Sara cannot return to Ecuador, where there is little hope for a decent future for her daughter and no opportunities for her to provide for her daughter’s needs.
Please take action by signing this petition to ICE Director John Morton demanding that Sara stay in the United States with her daughter.
On January 1st, 2011, Sara, an immigrant from Ecuador and a hardworking, mother of a six-year-old U.S. citizen daughter, was arrested by U.S. Border Patrol at a bus station in Rochester on her way home to New York City after visiting family during the holidays. As a result of witnessing her mother handcuffed and taken away by Border Patrol agents, Sara’s 6-year-old daughter has been suffering from nightmares and severe anxiety. Her daughter is terrified and is always asking if the “police” are going to come again and take her mother far away from her. Sara’s daughter now weighs only 35 pounds because her mental health issues have affected her ability to eat.
Since Sara came to the United States, she has paid her taxes, learned English, and been involved in her community. Sara simply wants to give her daughter a better life than she has ever had.

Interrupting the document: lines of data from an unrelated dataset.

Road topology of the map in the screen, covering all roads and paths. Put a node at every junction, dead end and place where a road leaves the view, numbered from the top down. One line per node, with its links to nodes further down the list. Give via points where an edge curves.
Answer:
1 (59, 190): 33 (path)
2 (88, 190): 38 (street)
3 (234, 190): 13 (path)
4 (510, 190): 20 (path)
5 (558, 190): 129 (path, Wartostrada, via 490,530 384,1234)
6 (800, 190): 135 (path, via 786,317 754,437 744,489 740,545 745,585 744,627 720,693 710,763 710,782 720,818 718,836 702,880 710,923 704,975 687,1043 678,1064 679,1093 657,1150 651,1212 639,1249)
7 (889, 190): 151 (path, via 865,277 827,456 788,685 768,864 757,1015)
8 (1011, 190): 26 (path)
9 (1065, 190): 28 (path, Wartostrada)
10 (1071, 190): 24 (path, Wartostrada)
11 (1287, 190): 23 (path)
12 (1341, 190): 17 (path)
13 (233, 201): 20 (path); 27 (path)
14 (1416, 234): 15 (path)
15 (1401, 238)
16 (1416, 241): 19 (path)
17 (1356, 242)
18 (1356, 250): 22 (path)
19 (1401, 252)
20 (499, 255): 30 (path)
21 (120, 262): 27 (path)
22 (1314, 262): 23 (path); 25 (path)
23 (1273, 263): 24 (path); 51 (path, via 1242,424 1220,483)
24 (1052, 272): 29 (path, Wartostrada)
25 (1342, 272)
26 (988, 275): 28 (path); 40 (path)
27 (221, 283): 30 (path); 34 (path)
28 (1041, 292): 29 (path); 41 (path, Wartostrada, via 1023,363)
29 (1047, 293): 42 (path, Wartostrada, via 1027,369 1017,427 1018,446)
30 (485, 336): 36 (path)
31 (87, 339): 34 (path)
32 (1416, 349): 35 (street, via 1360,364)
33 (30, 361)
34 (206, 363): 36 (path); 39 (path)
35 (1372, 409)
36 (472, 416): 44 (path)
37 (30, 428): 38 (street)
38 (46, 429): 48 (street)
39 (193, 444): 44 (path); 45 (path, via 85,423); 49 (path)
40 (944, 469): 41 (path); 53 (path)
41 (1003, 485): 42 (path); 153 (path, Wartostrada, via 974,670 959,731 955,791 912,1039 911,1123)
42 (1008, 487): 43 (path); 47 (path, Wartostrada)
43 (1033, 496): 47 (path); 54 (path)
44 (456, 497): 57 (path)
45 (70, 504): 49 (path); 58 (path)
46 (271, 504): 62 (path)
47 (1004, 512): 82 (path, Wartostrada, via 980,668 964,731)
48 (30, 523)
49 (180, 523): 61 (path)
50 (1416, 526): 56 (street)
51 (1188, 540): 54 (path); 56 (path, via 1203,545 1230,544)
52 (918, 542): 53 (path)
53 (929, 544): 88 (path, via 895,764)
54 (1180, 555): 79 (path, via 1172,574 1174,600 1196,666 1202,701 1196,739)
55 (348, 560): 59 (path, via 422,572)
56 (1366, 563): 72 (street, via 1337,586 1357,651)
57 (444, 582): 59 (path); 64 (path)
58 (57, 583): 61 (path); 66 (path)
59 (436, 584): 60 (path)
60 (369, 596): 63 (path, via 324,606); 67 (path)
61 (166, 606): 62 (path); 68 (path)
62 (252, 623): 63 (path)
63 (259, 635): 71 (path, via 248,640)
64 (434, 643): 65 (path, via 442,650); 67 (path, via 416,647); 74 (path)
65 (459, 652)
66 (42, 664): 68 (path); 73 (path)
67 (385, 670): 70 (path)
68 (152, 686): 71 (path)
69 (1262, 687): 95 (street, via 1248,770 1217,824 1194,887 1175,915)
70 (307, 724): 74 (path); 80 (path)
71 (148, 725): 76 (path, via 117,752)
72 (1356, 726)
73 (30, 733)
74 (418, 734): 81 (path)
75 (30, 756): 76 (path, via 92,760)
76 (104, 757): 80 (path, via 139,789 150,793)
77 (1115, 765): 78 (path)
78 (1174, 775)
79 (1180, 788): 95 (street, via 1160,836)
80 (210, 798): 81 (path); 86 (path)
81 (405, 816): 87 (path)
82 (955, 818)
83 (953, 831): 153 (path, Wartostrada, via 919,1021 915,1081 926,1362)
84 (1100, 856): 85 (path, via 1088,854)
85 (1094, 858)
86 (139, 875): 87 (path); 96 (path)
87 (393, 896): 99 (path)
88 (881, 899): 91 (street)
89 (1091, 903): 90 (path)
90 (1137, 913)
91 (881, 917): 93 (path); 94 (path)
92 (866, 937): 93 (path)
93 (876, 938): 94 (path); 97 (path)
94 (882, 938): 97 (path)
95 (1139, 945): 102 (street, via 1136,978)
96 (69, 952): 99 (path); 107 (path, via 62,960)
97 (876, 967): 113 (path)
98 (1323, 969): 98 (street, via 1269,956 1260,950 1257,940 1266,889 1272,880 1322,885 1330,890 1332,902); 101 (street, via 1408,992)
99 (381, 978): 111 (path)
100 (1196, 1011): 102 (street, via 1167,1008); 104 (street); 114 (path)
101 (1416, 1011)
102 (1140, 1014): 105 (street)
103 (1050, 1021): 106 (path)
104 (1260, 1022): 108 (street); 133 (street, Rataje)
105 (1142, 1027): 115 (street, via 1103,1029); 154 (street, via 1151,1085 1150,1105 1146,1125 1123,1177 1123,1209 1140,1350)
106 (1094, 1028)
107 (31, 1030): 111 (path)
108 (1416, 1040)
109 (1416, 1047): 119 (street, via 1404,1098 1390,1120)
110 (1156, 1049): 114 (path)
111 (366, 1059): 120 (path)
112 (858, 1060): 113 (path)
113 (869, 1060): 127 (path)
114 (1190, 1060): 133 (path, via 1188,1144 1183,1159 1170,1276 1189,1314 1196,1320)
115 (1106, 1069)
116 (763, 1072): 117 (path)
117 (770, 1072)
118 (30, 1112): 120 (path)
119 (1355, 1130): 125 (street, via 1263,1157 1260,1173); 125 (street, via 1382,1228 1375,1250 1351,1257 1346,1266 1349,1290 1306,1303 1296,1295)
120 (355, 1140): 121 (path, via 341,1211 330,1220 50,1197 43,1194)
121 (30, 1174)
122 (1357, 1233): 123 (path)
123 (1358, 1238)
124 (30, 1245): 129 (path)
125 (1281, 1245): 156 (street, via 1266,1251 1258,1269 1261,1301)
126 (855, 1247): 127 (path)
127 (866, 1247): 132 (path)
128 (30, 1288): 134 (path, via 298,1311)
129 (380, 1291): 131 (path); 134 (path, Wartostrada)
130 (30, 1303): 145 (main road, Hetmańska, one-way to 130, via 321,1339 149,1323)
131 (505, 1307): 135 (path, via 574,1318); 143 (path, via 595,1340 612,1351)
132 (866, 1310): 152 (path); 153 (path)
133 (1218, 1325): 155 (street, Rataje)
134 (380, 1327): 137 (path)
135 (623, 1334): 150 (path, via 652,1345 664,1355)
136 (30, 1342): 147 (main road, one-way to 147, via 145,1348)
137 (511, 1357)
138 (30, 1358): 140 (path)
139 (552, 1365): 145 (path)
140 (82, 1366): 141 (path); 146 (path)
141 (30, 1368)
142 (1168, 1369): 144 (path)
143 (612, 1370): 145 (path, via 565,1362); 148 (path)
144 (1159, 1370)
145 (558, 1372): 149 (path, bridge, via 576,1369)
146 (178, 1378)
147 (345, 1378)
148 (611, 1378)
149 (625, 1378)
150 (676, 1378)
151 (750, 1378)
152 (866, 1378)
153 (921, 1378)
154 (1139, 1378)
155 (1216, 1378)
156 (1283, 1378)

Sara was abandoned by her biological mother when she was three months old. She was raised by a stepfather who used to get drunk at home and hit her adoptive mother. Her mother always tried to protect her from her stepfather's physical abuse and Sara has memories of her mother covering her body with her own. Unfortunately, Sara's mother was not successful at protecting her daughter and Sara's stepfather sexually abused her starting when Sara was 6 years old until she turned 12 years old. And, Sara endured physical and emotional abuse for 20 years during her marriage.
If Sara is deported to Ecuador it will be nearly impossible to find adequate employment and she will no longer be able to provide for her U.S. citizen daughter. She and her daughter would have no other option but to live in a community torn apart by gangs and violence. In addition, Sara will not be able to afford proper medical care and her daughter will be forced to seek the attention of a public hospital to deal with her physical and mental health issues.
As you can see, Sara has strong community ties, no criminal record, or prior history of violating immigration law, and is the sole caregiver for her six-year- old U.S. citizen daughter. She is not a recent entrant, nor does she have a prior outstanding removal order. She entered the U.S. legally. Furthermore, she has no history of immigration fraud. Sara in no way falls within DHS' stated enforcement priorities. For these reasons, her case clearly falls within the guidelines and ICE’s denial of the request for prosecutorial discretion raises serious questions about the implementation of the new policy.
I urge you to immediately stop Sara Martinez’ deportation.